TASK ITEM:
Once the line with "thumb cmc: (65, 327)" is found in the entries below, print it and each following line exactly, stopping after the line with "ring pip: (14, 239)"; print nothing else.

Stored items
--- START ---

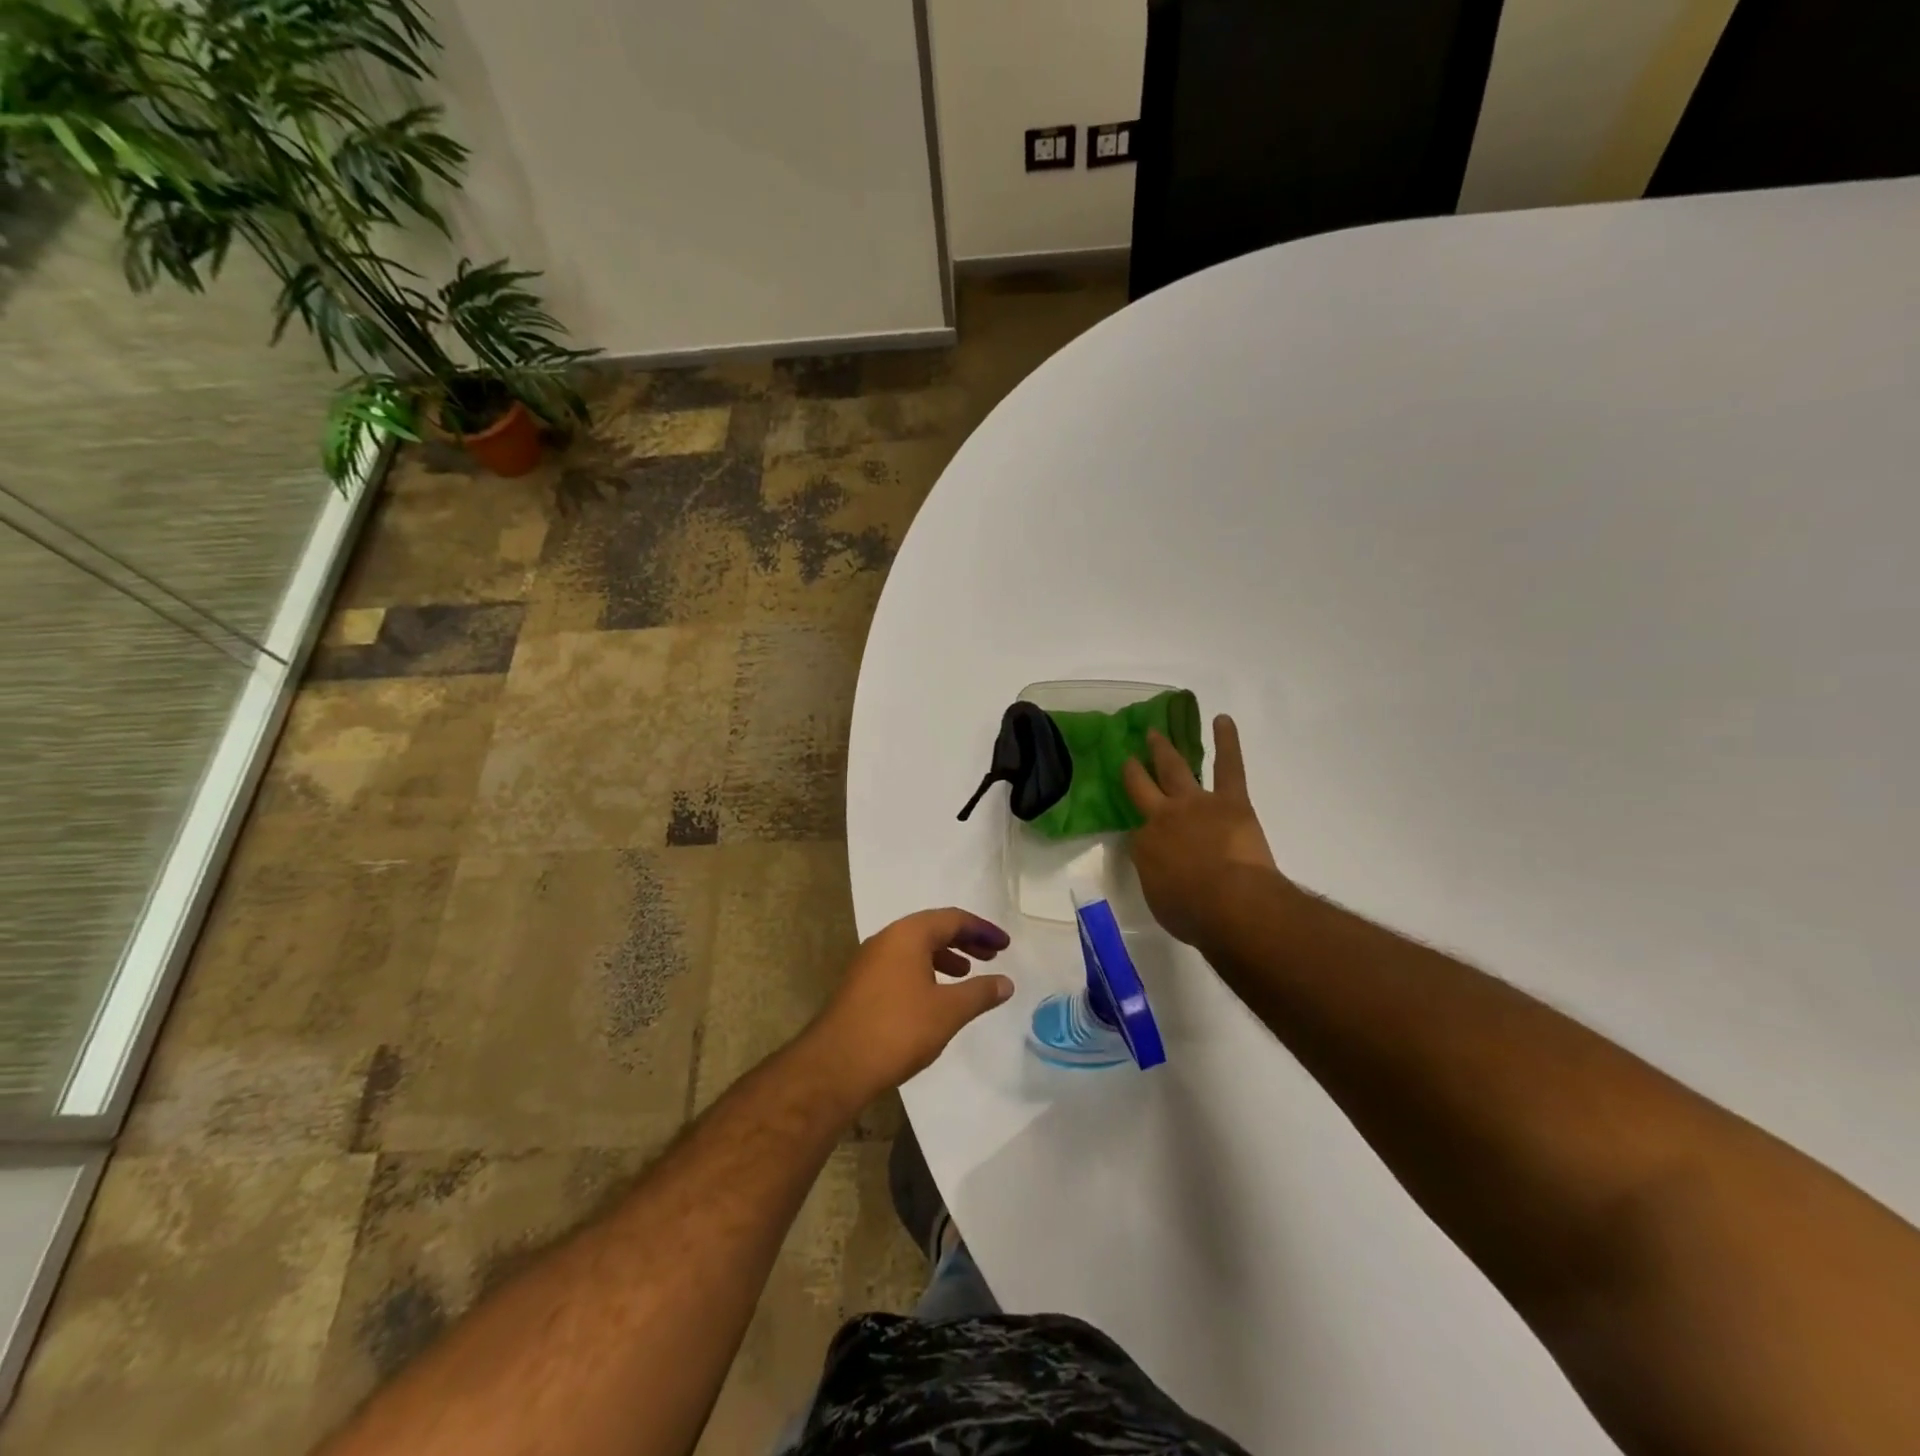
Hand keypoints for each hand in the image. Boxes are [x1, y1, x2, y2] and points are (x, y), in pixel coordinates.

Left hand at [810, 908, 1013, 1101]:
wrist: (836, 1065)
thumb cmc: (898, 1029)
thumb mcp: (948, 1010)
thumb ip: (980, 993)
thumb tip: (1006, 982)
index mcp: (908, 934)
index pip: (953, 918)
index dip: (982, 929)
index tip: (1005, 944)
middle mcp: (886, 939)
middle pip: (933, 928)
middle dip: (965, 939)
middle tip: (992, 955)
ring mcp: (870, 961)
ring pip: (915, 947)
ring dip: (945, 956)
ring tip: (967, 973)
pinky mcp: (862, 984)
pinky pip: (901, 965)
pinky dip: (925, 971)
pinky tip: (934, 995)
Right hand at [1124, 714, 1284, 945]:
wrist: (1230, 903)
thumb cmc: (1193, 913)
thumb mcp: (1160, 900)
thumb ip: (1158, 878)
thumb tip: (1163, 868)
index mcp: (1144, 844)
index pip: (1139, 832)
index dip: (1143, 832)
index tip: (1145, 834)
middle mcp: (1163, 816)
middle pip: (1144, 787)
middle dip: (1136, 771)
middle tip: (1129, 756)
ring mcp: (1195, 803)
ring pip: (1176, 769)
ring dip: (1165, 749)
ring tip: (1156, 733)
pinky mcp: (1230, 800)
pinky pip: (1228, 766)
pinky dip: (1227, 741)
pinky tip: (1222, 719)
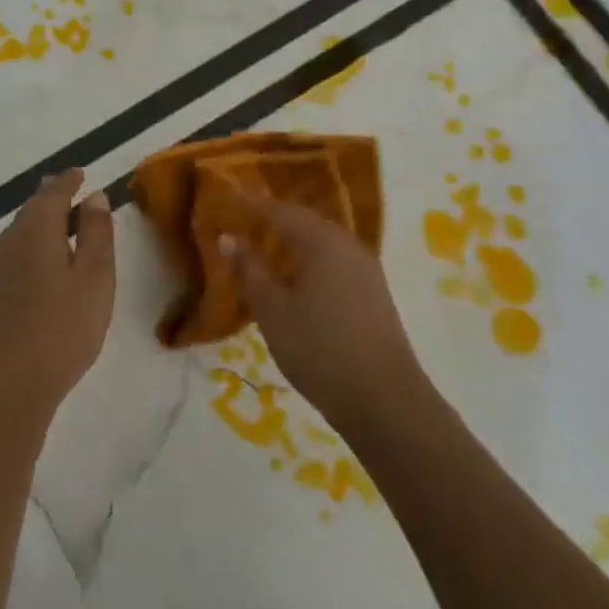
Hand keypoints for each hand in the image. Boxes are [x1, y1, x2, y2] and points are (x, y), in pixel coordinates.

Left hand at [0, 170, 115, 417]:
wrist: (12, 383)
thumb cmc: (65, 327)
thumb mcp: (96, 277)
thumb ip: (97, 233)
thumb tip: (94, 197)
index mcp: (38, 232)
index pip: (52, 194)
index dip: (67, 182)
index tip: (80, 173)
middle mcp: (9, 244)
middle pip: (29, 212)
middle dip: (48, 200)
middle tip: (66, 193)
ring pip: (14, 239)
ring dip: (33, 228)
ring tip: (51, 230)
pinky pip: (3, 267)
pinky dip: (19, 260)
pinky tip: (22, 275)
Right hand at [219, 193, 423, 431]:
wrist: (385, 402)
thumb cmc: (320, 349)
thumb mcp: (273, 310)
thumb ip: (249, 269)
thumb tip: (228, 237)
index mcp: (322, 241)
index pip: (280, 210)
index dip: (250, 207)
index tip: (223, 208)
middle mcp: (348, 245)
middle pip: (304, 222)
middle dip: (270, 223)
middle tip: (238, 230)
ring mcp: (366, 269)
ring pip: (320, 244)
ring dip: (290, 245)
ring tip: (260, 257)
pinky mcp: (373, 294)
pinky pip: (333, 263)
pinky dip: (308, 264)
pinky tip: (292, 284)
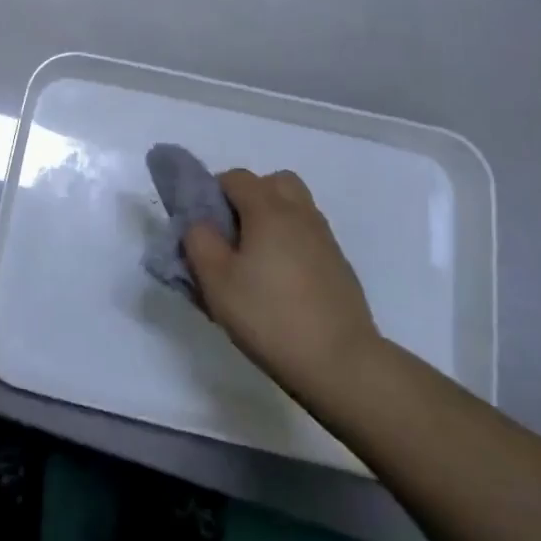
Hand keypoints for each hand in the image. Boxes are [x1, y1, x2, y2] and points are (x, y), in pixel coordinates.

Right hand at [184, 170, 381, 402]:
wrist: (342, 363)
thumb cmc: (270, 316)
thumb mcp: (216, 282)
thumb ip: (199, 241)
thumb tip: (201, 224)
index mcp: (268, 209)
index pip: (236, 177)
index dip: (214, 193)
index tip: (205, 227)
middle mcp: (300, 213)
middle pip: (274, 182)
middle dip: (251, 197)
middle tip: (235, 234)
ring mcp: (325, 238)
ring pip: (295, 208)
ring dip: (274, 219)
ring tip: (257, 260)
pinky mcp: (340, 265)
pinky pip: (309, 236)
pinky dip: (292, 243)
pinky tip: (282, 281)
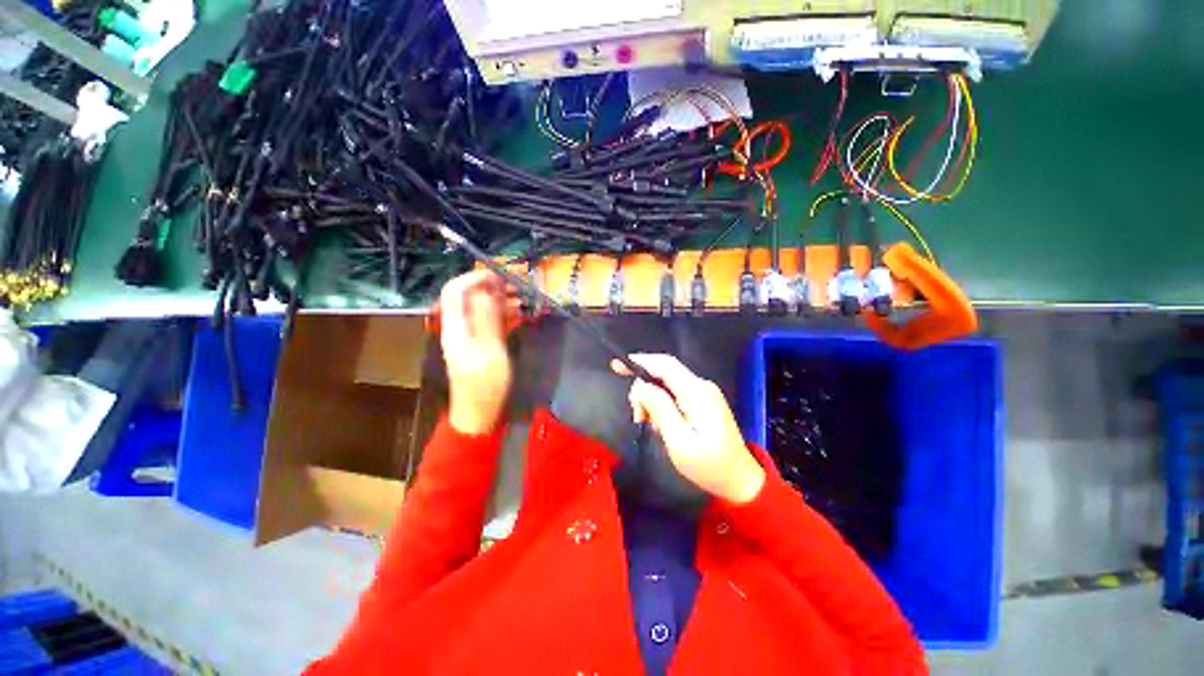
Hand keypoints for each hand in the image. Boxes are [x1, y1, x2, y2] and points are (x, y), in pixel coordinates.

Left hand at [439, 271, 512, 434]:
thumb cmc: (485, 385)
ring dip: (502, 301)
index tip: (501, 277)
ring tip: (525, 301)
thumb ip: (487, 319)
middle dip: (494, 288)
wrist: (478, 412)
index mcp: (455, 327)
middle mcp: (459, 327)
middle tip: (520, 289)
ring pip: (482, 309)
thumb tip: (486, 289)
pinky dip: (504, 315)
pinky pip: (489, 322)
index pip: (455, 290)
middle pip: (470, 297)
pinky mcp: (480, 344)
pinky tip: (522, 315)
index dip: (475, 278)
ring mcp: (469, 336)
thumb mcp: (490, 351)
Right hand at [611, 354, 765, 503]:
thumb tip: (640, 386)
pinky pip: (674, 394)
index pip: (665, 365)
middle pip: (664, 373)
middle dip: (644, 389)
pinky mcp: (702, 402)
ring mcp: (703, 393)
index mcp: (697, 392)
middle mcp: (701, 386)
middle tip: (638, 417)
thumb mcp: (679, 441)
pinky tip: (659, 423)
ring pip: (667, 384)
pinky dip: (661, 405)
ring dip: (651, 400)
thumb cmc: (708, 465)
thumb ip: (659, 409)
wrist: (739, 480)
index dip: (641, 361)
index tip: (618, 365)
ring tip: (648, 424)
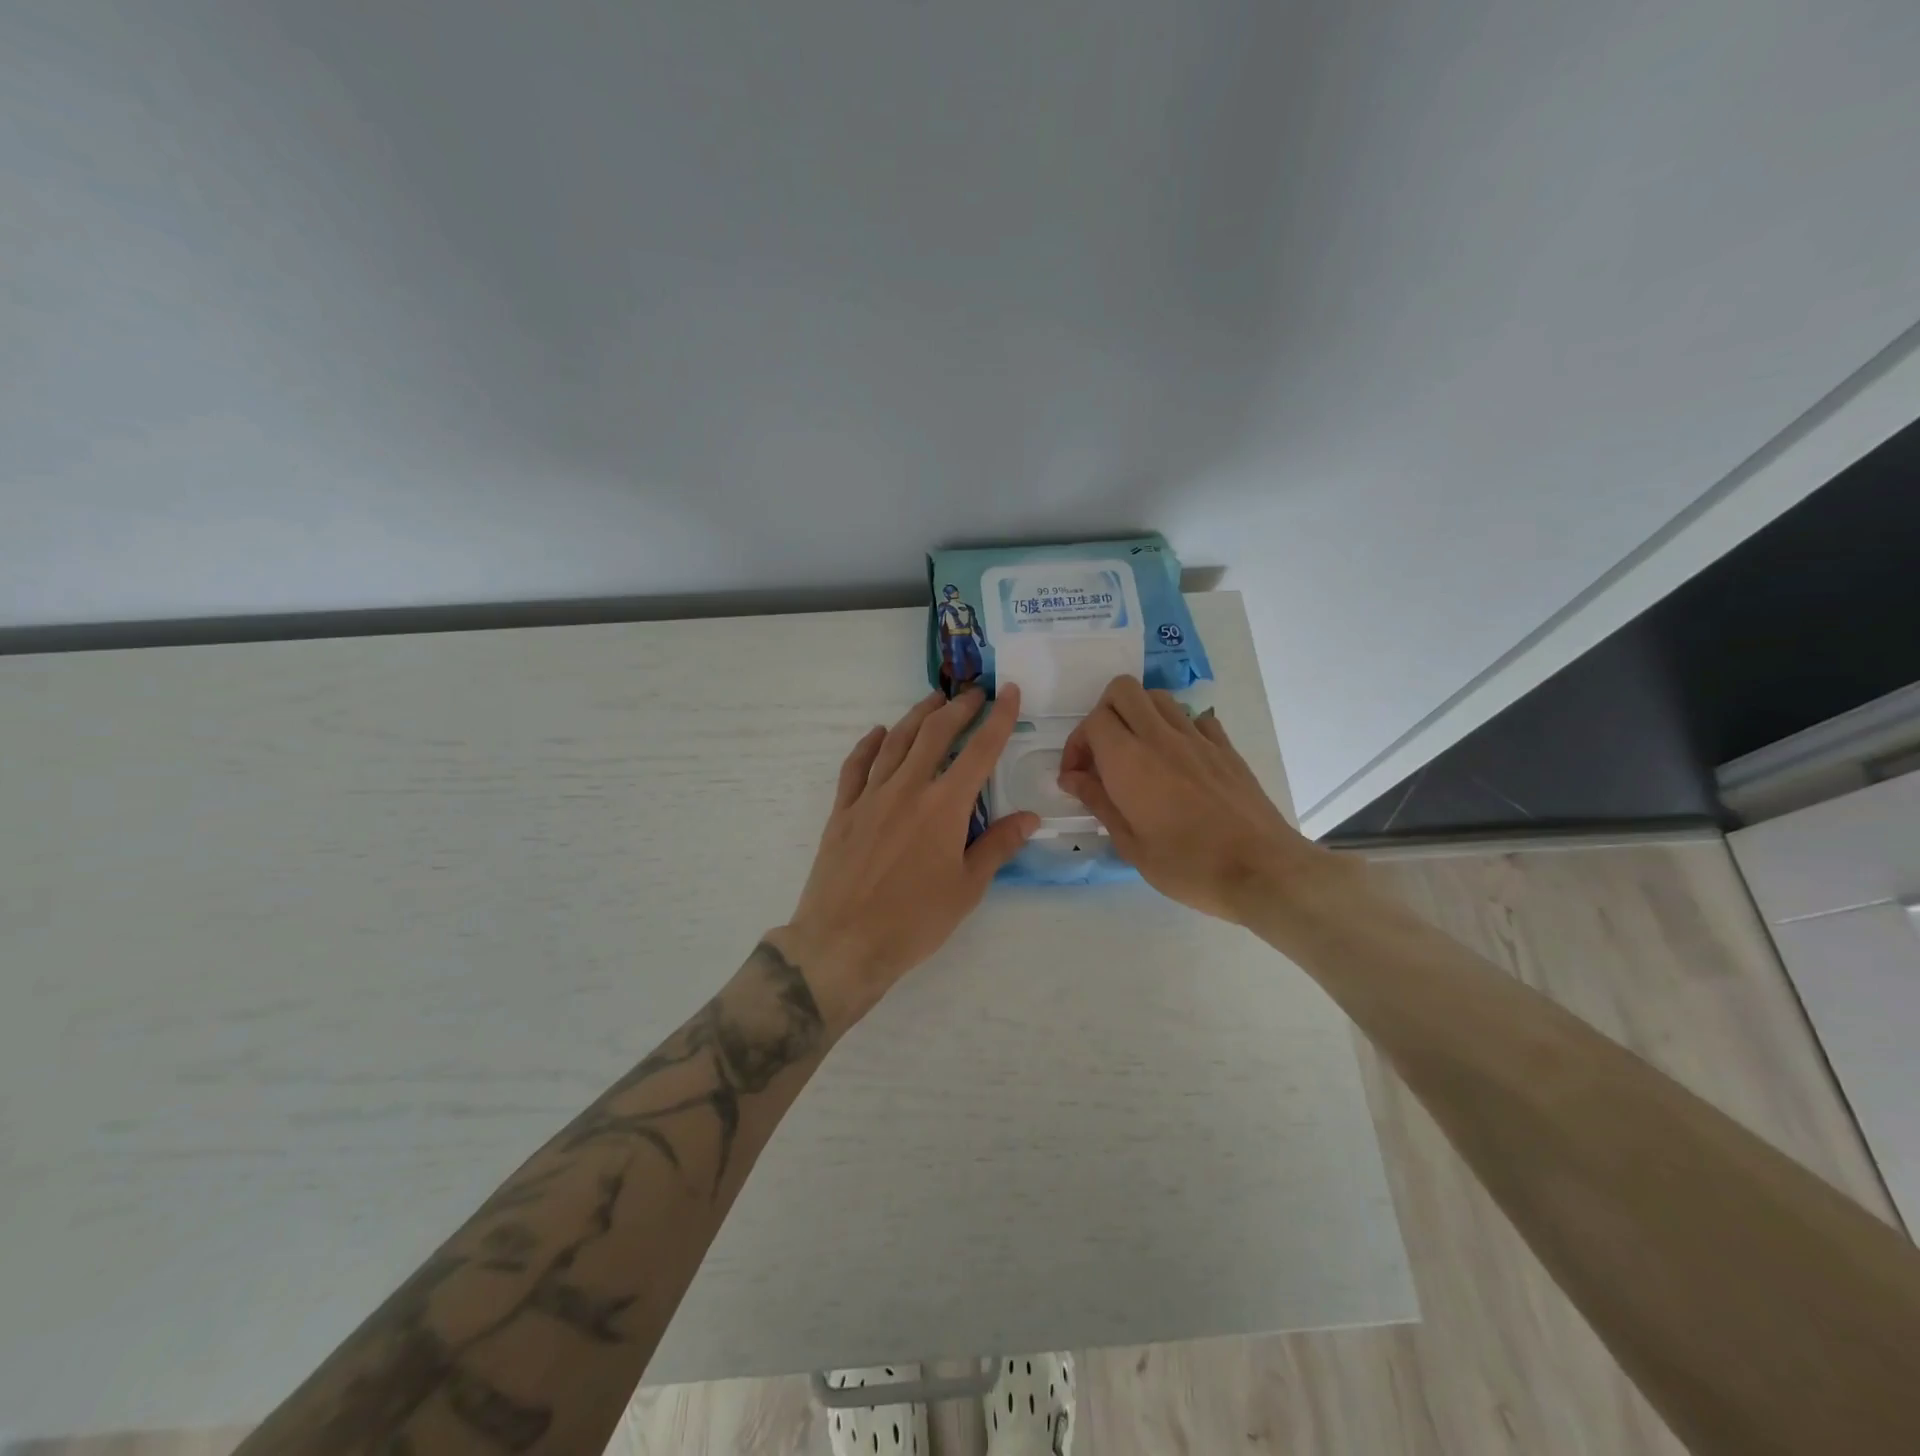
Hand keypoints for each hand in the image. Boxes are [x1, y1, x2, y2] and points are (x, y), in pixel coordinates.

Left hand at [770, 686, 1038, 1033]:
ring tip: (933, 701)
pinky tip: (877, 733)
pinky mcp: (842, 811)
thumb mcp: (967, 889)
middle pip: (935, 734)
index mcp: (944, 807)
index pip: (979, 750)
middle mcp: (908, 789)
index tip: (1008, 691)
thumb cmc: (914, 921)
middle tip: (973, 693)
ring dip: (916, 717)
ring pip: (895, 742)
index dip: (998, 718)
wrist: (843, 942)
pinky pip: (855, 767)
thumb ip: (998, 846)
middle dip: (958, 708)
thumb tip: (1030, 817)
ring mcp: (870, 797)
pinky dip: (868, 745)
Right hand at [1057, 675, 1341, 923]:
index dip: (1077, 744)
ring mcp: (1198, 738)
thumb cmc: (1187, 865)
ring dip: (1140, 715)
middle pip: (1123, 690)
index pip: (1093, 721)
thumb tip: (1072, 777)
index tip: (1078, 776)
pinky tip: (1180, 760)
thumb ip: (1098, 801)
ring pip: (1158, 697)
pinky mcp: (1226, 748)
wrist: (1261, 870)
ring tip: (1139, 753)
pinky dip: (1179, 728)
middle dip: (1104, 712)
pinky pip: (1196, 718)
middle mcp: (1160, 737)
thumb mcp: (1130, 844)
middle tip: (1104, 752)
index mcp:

--- END ---

TASK RESPONSE:
thumb cmc: (65, 327)
thumb mcp: (96, 277)
thumb ip: (97, 233)
thumb tip: (94, 197)
index mcp: (38, 232)
index pip: (52, 194)
index dip: (67, 182)
index tip: (80, 173)
middle mcp: (9, 244)
middle pip: (29, 212)
middle dip: (48, 200)
middle tip: (66, 193)
ring pip: (14, 239)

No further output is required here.